REQUIRED ACTION: Search the material below for the string "Deparo". Return every line that holds it.
• • • •
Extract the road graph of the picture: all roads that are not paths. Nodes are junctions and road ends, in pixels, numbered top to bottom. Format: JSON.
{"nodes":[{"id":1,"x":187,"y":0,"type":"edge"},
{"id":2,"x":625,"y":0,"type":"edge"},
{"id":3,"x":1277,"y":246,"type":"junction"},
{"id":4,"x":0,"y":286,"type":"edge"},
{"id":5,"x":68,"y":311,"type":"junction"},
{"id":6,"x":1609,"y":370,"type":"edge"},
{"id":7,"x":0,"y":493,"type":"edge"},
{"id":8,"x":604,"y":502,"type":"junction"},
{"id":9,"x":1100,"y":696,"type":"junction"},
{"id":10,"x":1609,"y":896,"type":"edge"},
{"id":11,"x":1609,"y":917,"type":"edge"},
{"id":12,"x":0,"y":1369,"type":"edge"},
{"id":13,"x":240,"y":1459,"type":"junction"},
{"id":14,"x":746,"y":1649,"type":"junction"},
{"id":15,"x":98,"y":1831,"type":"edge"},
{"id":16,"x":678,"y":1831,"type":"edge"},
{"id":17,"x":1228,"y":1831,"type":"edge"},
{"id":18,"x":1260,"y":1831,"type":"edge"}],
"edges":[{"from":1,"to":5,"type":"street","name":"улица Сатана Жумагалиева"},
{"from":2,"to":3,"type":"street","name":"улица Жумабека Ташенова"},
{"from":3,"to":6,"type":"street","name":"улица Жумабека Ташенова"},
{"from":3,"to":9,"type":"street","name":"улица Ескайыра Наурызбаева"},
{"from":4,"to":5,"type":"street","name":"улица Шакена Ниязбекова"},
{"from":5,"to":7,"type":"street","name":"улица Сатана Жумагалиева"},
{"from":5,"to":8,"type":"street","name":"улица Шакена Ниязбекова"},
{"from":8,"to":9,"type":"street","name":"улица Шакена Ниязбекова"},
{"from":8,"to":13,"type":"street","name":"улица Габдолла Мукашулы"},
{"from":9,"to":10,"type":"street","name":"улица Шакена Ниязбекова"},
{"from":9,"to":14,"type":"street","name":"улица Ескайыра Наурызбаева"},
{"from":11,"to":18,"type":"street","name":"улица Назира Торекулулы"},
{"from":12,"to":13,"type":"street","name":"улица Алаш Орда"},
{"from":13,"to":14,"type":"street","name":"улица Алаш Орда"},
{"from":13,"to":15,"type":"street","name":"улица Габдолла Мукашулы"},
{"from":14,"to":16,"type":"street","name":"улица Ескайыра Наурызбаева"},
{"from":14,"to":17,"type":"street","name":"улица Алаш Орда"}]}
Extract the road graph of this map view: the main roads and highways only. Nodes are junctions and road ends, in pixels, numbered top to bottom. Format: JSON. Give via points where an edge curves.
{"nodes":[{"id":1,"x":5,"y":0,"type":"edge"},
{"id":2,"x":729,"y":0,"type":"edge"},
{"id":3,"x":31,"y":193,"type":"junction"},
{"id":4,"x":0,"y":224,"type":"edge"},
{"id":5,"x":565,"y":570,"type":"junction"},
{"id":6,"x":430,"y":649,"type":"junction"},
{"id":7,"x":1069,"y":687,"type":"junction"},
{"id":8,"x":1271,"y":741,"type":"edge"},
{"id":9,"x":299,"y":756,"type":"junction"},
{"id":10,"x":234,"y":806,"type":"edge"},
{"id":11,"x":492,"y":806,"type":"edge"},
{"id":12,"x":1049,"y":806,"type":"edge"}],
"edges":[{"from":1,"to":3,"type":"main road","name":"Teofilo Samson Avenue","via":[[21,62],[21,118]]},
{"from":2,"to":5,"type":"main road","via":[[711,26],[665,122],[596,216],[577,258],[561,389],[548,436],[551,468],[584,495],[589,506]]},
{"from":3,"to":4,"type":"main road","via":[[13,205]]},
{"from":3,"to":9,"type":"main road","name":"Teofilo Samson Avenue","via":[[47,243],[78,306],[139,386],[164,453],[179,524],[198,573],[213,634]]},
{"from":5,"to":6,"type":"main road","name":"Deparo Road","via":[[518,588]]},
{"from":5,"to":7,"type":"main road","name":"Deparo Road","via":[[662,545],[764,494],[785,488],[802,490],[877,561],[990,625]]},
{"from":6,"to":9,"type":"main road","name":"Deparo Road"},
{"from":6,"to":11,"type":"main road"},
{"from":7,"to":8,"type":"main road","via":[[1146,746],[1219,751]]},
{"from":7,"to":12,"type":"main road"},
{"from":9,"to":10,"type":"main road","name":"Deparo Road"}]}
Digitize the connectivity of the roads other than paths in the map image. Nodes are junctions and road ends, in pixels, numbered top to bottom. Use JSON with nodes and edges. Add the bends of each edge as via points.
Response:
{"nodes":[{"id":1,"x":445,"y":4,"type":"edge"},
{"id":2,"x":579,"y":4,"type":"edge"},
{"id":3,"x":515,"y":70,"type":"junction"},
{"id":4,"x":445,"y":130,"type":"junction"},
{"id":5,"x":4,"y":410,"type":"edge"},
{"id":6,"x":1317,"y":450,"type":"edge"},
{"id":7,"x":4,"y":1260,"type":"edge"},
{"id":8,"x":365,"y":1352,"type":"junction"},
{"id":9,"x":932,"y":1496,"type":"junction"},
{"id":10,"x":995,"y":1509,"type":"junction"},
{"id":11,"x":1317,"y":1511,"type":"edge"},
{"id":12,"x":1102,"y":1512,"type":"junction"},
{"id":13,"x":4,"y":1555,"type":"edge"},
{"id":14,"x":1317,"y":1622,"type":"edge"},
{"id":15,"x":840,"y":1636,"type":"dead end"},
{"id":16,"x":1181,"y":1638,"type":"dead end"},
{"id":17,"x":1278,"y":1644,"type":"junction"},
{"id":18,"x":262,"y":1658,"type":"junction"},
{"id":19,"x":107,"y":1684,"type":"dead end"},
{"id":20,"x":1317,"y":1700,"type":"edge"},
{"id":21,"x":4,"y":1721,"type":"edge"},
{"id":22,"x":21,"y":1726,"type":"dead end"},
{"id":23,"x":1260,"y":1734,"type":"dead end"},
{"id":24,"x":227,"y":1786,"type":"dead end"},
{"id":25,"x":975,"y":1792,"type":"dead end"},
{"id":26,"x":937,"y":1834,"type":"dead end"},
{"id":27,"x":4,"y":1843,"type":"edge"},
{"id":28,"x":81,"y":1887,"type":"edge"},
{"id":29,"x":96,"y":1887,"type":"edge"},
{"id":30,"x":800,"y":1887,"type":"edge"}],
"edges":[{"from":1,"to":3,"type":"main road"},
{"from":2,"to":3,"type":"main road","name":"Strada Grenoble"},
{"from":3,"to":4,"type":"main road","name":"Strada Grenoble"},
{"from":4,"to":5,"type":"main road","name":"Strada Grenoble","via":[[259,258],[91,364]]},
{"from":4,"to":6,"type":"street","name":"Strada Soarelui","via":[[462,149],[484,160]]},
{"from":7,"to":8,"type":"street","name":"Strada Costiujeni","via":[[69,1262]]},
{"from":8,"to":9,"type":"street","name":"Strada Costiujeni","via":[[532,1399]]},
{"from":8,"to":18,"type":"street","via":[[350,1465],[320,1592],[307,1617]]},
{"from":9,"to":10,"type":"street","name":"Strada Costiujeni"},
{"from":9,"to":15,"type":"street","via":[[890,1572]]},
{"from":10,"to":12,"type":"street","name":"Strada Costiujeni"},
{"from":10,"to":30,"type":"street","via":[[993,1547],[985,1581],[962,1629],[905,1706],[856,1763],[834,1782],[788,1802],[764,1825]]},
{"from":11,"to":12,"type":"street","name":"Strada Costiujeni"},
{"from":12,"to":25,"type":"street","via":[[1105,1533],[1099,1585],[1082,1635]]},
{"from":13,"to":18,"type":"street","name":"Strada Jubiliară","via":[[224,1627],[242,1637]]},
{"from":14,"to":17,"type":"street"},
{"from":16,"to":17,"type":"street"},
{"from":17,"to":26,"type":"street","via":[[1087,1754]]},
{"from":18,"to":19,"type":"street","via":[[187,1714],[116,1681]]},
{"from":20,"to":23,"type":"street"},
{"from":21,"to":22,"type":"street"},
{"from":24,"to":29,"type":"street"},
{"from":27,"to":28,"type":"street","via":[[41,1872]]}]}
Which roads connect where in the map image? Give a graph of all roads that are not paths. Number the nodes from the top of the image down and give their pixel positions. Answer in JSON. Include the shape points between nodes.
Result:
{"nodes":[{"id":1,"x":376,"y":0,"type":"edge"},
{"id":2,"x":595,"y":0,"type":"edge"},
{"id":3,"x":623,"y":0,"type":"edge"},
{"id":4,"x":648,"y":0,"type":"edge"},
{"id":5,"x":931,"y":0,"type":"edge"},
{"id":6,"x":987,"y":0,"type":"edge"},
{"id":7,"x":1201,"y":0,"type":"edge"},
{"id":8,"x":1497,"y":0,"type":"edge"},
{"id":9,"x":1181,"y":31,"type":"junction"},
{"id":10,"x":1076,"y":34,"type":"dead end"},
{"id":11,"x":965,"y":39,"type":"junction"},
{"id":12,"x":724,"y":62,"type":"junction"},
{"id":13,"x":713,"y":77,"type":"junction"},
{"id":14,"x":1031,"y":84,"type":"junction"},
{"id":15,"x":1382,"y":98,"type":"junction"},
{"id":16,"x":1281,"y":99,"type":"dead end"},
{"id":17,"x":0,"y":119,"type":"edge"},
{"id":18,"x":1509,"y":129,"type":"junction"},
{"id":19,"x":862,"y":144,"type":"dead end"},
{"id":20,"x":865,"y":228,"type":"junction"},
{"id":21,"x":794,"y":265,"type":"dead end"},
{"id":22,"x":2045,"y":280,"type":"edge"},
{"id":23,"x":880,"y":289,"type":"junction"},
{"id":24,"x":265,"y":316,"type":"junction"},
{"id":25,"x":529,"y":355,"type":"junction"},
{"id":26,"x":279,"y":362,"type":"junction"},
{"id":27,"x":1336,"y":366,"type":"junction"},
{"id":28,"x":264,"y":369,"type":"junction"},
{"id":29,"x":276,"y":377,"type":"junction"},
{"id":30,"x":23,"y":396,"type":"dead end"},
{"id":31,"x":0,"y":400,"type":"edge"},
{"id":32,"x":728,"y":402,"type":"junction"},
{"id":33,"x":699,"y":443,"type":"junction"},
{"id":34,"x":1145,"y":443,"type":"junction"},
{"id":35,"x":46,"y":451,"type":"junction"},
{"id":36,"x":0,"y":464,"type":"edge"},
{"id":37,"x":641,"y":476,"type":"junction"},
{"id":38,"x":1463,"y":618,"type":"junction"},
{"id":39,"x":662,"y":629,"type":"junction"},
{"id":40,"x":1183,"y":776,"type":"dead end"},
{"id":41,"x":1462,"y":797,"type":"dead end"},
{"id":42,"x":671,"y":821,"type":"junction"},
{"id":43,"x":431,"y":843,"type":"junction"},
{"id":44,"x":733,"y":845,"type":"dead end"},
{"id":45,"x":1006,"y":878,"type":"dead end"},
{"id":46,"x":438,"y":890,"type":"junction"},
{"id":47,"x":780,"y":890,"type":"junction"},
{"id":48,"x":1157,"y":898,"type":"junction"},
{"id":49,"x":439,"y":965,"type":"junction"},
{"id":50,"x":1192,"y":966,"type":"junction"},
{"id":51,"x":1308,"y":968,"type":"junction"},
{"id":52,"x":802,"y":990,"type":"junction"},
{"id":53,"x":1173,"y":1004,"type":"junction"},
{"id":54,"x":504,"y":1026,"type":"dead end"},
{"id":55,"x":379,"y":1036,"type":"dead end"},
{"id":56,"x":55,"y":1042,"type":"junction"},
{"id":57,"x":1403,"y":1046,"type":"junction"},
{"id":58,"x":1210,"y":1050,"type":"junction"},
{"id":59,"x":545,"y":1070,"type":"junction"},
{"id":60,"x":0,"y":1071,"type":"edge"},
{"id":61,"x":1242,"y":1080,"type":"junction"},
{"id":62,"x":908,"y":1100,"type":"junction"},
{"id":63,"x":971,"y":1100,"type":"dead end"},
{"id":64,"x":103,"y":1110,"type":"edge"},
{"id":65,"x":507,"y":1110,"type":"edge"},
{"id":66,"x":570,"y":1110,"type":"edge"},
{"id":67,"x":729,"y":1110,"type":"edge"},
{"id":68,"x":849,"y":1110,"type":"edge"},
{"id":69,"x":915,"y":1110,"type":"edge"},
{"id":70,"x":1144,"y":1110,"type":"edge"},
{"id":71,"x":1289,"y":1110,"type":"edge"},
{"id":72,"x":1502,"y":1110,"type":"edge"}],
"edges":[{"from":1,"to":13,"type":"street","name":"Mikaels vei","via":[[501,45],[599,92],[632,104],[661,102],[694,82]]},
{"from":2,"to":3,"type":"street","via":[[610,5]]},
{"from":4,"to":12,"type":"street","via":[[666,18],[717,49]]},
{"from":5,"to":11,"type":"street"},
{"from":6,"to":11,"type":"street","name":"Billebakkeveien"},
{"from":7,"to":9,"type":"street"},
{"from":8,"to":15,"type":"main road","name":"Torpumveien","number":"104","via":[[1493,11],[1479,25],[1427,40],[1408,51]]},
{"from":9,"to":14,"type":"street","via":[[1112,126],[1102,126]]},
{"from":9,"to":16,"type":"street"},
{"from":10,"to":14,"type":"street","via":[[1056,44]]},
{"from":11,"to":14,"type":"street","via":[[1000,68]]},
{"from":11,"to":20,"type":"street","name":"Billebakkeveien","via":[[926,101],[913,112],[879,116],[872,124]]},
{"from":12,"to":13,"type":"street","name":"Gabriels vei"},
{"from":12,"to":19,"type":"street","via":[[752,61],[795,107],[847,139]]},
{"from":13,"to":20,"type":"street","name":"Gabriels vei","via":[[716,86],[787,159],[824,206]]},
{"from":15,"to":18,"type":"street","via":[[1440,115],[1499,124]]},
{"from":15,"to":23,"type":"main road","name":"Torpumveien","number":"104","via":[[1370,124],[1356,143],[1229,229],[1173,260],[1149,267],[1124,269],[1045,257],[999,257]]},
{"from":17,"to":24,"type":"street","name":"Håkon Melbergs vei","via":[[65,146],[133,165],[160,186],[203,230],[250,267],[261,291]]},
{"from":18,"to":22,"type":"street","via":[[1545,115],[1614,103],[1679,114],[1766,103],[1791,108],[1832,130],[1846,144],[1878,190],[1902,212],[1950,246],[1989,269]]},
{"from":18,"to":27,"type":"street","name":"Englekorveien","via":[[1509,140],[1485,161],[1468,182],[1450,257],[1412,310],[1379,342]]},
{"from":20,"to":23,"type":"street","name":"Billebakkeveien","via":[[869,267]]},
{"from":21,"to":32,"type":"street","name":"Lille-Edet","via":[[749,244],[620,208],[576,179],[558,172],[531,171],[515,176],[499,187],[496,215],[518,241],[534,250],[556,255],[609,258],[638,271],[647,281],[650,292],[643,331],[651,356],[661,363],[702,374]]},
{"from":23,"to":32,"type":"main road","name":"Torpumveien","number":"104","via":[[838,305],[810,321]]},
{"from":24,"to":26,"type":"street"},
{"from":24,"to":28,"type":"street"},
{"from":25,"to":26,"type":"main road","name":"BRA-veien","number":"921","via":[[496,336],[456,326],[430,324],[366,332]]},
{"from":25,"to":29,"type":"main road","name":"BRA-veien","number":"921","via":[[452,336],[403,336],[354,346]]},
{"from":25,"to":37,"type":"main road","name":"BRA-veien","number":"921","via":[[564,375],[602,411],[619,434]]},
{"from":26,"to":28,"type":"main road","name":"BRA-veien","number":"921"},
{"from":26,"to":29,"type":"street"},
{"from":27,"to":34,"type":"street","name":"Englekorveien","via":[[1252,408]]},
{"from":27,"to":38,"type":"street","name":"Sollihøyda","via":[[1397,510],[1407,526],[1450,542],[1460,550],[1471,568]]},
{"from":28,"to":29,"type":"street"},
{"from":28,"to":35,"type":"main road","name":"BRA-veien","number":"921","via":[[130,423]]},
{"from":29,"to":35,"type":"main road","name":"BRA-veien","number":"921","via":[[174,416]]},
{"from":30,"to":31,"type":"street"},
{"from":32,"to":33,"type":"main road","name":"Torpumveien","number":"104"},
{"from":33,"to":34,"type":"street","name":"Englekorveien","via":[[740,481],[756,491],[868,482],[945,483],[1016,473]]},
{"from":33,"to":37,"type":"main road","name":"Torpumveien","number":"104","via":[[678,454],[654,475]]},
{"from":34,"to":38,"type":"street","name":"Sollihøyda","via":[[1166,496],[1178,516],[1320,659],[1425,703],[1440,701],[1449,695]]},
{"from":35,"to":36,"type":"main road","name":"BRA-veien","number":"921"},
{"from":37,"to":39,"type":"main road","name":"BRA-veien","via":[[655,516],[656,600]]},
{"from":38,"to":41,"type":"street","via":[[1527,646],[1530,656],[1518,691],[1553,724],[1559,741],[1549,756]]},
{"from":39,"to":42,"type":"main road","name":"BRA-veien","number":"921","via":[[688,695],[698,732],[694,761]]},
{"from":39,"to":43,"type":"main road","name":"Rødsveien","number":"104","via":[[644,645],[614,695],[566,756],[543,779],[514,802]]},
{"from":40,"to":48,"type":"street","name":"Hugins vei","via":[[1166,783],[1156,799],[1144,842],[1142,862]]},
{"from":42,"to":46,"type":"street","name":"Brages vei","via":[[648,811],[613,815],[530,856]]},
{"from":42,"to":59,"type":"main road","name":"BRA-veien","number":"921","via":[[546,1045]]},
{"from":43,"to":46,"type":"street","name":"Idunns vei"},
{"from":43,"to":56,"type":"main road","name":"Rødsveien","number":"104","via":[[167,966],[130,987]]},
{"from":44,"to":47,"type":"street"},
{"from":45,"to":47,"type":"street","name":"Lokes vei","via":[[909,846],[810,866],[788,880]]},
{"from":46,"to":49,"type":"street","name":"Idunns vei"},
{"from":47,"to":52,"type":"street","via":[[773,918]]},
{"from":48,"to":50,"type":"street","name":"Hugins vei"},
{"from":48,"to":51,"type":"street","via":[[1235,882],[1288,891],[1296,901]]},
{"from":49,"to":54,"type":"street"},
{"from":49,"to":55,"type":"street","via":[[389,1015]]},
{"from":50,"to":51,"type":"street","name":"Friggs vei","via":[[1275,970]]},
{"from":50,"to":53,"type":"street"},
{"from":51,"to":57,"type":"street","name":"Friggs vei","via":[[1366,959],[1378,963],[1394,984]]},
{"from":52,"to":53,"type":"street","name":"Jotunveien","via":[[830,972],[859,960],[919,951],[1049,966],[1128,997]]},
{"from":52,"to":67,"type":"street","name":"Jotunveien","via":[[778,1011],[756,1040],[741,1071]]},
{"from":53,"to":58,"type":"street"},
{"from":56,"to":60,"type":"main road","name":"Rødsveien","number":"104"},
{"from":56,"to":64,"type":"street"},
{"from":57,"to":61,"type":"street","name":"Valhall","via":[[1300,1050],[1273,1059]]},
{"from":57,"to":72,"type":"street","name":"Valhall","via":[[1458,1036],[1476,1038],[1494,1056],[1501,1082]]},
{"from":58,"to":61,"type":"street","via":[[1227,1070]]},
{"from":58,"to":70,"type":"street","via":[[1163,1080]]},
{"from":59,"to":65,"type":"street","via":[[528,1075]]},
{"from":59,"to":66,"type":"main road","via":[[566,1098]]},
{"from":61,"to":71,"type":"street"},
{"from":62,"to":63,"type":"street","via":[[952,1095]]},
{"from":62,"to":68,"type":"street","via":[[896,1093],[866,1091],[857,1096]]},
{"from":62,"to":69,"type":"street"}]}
• • • •
SOLUTION TO THIS TASK:
{"from":5,"to":6,"type":"main road","name":"Deparo Road","via":[[518,588]]},
{"from":5,"to":7,"type":"main road","name":"Deparo Road","via":[[662,545],[764,494],[785,488],[802,490],[877,561],[990,625]]},
{"from":6,"to":9,"type":"main road","name":"Deparo Road"},
{"from":9,"to":10,"type":"main road","name":"Deparo Road"}]}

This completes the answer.